> Aim of the task
What is the count of lines below that include "Aleja"? Reply with nothing else.

> Records shown
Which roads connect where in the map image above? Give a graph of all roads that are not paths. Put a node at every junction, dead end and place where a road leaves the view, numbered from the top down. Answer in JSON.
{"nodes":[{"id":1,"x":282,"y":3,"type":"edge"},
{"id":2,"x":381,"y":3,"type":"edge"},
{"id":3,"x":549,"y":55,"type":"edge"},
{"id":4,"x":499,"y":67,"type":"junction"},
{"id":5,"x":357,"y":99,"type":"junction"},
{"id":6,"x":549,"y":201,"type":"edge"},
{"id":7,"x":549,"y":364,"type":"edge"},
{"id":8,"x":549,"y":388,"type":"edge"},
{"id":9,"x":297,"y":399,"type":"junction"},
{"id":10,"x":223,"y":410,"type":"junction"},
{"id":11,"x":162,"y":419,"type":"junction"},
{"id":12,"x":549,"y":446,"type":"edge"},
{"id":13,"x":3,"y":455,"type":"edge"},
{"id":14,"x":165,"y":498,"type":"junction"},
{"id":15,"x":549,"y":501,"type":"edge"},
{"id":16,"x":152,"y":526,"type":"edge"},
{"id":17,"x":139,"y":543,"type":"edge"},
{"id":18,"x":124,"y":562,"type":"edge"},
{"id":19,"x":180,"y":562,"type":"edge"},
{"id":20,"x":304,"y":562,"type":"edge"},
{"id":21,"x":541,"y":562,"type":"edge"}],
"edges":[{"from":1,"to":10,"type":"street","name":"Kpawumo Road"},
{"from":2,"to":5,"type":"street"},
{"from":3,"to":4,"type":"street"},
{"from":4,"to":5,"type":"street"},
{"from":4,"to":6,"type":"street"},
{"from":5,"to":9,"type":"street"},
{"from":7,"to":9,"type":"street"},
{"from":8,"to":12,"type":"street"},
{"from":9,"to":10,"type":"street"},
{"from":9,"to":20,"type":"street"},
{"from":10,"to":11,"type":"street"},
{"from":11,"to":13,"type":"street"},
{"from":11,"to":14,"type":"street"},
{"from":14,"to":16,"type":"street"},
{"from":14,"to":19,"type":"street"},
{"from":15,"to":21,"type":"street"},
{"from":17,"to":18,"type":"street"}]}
--
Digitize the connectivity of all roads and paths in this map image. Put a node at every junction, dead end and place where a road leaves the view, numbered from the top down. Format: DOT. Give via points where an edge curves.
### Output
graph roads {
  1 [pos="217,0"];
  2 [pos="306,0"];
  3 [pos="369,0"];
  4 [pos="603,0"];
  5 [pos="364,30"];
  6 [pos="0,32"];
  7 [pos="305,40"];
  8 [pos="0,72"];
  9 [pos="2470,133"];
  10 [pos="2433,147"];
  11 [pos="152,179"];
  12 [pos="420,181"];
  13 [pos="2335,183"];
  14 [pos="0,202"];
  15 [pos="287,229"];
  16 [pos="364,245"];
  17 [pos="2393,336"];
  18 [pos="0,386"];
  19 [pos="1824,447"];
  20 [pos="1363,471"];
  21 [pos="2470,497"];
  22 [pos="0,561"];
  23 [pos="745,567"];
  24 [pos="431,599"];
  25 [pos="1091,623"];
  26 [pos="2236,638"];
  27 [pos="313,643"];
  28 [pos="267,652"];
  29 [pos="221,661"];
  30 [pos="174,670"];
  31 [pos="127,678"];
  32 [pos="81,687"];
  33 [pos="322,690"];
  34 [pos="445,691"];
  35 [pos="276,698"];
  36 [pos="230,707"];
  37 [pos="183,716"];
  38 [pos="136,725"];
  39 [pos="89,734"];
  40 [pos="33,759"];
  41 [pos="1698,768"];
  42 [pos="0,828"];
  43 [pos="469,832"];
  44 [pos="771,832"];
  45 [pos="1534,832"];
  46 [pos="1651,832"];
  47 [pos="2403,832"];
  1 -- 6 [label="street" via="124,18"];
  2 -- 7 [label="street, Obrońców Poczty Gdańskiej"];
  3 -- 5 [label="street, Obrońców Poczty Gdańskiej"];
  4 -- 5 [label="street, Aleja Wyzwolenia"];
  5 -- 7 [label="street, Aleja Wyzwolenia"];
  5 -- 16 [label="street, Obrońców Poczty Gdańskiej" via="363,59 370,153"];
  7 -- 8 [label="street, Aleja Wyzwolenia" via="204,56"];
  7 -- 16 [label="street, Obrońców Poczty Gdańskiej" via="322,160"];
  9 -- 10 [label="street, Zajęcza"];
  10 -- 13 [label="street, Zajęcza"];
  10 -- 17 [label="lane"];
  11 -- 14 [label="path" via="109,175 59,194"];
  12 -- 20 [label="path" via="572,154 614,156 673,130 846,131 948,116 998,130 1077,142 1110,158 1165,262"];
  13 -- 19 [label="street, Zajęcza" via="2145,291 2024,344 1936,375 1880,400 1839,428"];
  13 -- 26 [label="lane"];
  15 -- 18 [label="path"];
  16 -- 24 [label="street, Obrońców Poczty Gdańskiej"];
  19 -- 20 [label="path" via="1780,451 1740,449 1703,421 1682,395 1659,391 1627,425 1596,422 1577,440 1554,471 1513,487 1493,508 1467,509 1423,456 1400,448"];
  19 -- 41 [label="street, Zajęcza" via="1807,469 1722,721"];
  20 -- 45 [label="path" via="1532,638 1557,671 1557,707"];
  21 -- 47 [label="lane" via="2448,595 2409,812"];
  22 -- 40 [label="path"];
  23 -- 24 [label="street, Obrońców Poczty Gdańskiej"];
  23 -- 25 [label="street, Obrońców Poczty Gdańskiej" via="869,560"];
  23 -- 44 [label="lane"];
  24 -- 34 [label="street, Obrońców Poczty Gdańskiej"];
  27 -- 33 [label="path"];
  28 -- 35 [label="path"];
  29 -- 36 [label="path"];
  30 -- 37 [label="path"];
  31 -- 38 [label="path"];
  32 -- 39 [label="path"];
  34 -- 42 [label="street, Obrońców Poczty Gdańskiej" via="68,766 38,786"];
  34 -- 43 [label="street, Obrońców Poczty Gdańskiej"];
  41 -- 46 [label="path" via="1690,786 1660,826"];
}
==
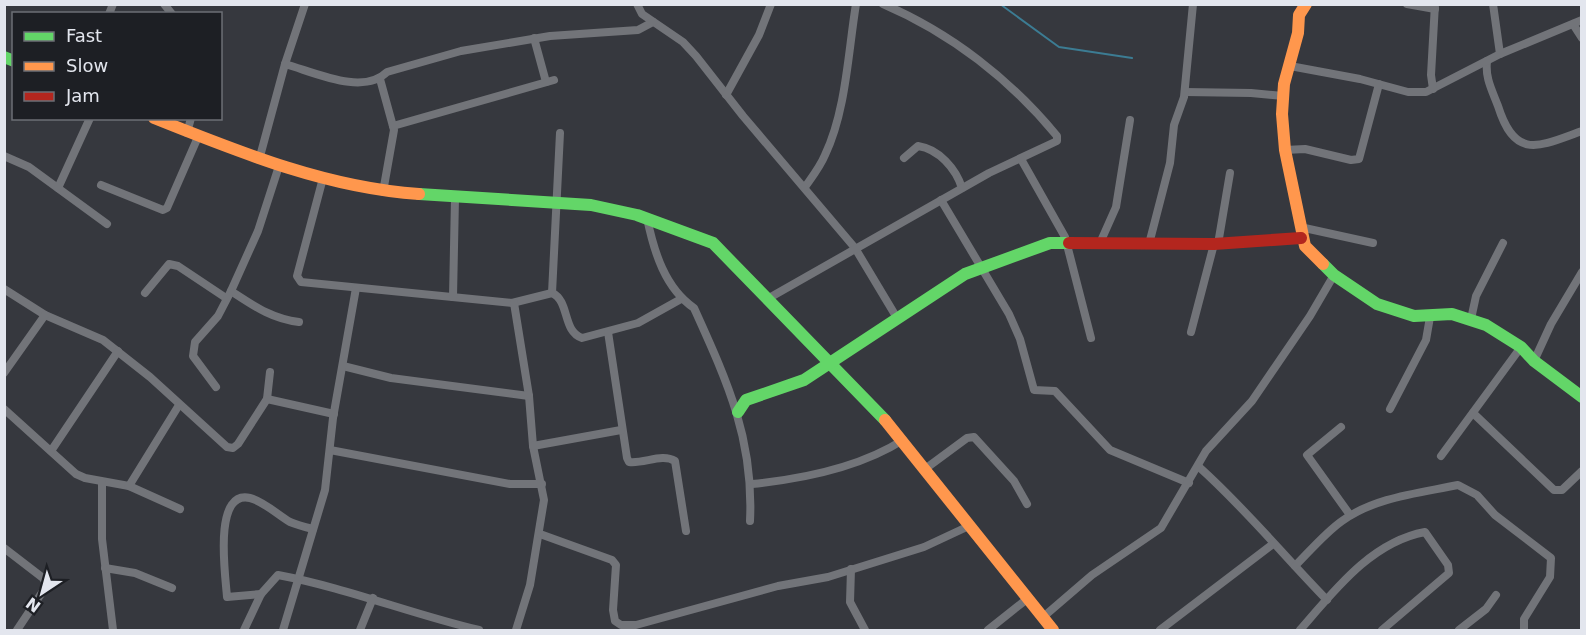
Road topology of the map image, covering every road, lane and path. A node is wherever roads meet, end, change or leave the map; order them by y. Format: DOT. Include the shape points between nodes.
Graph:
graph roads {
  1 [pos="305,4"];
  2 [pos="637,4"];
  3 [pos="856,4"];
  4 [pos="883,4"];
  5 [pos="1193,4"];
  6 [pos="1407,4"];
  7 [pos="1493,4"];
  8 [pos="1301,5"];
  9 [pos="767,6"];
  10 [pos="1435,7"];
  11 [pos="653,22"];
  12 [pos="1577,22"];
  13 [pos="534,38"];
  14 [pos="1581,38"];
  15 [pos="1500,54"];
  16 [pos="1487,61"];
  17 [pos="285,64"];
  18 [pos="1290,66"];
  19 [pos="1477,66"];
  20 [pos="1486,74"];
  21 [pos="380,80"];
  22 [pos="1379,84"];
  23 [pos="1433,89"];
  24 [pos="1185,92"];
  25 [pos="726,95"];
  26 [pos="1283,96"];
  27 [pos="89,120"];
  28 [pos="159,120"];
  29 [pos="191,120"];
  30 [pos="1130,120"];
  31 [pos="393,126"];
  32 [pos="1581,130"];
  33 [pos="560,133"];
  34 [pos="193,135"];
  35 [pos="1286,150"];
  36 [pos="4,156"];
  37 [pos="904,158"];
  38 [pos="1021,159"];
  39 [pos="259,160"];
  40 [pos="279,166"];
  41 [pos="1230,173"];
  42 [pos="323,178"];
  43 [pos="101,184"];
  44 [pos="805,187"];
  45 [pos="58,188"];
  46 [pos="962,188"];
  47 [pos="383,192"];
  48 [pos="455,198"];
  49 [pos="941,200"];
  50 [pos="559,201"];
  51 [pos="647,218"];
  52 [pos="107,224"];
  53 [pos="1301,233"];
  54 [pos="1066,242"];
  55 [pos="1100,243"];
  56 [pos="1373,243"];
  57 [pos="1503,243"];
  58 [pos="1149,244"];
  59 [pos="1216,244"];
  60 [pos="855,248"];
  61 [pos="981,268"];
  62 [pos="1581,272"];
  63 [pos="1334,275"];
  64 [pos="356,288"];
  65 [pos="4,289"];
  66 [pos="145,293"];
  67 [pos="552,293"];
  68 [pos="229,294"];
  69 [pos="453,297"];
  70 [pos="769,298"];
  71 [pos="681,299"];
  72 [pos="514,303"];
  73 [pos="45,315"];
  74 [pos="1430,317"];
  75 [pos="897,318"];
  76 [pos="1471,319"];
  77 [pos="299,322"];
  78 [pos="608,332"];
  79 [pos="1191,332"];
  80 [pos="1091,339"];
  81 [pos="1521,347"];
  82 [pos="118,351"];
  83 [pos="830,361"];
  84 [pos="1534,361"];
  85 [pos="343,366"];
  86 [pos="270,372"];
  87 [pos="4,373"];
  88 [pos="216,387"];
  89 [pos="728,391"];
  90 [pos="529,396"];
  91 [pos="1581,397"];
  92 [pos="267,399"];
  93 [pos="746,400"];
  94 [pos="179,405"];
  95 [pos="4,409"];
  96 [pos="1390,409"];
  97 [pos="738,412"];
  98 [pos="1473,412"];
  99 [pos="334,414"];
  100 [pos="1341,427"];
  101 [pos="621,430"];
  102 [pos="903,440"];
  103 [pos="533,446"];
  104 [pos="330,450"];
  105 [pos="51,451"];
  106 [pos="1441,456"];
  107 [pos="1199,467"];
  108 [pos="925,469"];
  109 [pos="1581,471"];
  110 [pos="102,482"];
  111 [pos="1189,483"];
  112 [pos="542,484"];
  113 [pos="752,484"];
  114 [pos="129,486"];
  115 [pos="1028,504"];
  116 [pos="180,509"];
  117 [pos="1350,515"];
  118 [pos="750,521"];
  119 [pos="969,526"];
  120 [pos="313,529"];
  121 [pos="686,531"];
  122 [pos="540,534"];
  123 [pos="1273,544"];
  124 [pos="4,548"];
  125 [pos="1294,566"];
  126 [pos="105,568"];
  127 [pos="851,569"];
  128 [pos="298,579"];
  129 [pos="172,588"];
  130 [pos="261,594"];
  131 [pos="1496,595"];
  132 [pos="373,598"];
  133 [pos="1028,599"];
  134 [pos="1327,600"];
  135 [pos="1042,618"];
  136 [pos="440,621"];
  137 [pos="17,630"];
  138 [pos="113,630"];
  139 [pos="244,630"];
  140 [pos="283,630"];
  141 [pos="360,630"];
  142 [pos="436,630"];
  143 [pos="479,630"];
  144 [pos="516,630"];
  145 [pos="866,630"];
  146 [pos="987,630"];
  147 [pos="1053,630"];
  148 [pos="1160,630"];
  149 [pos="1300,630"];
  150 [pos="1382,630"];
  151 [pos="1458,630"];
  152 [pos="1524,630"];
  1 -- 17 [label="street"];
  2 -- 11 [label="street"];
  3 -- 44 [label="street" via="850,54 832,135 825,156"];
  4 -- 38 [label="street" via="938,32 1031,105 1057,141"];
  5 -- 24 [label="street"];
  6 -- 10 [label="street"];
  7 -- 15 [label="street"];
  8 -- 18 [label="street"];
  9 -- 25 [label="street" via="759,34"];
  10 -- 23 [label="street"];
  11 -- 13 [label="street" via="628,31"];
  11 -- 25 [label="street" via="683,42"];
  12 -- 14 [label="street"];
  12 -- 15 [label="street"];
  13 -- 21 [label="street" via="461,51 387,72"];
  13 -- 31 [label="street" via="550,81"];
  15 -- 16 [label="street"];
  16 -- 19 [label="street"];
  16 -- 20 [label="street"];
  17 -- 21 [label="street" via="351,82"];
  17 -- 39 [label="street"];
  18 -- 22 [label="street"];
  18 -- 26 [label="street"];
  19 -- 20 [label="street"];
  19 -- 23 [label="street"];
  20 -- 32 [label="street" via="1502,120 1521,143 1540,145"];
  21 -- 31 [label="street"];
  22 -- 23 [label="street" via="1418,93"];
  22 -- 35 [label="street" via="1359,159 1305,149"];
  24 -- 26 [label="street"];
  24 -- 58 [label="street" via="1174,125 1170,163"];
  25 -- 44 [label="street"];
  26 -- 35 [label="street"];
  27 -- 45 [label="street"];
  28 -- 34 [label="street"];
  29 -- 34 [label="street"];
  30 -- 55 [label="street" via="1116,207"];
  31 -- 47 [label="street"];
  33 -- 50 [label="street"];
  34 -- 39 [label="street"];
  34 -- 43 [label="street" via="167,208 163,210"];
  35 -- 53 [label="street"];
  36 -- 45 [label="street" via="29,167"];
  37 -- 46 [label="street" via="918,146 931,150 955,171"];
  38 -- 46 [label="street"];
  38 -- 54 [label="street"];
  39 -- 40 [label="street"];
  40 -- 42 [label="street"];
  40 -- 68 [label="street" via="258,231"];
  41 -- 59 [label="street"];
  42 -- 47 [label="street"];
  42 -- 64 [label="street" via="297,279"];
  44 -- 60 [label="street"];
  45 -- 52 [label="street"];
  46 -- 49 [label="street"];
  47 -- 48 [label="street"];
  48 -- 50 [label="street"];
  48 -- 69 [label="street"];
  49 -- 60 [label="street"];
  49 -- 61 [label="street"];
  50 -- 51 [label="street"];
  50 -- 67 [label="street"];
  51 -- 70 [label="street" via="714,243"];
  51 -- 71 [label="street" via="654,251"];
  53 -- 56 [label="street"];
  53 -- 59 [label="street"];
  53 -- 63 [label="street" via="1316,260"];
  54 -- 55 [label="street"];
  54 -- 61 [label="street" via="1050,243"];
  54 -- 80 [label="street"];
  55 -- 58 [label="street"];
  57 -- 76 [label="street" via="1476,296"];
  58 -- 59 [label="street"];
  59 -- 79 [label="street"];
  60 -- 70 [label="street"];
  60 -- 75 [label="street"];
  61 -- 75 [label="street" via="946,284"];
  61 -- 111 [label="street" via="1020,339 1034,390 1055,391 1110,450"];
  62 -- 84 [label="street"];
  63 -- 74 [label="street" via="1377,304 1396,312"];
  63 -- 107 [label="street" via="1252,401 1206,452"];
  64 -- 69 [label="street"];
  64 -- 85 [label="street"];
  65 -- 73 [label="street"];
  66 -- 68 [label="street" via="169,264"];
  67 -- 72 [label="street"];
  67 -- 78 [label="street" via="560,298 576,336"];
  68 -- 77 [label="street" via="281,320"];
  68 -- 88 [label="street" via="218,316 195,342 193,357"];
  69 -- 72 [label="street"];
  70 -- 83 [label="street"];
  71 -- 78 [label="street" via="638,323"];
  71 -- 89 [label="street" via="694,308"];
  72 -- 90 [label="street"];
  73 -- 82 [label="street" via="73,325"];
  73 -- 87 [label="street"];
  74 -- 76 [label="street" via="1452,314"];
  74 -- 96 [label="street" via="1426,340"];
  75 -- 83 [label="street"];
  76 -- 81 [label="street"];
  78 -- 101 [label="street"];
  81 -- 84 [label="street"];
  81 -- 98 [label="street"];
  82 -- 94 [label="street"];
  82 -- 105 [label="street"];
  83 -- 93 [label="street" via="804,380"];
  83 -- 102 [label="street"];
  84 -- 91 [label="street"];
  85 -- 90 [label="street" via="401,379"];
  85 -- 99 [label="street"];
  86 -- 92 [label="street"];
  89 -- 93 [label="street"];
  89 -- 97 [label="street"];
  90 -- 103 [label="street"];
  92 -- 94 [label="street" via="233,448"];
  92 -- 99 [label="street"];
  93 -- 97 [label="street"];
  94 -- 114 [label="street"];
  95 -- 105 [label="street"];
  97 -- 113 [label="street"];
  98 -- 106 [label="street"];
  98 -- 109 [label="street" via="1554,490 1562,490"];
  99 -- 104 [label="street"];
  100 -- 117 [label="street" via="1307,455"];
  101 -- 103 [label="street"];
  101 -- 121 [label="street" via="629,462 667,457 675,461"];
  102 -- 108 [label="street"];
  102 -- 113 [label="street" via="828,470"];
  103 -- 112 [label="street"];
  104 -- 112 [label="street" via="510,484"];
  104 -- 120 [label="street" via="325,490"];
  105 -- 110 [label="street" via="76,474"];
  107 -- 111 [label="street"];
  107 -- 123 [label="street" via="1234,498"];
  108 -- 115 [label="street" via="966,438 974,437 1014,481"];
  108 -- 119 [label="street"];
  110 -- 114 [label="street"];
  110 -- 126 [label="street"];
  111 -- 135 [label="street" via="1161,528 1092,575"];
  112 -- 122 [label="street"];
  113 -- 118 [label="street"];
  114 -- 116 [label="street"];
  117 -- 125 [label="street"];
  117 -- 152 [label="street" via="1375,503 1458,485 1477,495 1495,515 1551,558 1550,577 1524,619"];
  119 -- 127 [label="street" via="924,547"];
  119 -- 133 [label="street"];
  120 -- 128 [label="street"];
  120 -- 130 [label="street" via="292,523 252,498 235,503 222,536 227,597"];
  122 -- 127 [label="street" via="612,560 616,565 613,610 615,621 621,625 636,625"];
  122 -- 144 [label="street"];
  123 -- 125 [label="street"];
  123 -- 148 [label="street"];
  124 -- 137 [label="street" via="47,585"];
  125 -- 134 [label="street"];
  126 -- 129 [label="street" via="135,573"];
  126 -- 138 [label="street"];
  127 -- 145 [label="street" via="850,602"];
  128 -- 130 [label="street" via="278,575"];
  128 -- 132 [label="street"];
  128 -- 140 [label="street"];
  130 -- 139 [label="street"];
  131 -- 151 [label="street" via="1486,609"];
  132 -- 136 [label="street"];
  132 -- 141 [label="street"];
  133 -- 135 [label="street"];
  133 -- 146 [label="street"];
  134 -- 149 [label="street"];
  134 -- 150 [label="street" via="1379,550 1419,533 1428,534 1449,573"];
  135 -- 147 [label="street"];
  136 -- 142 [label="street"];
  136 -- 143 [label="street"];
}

> Solution for this problem
3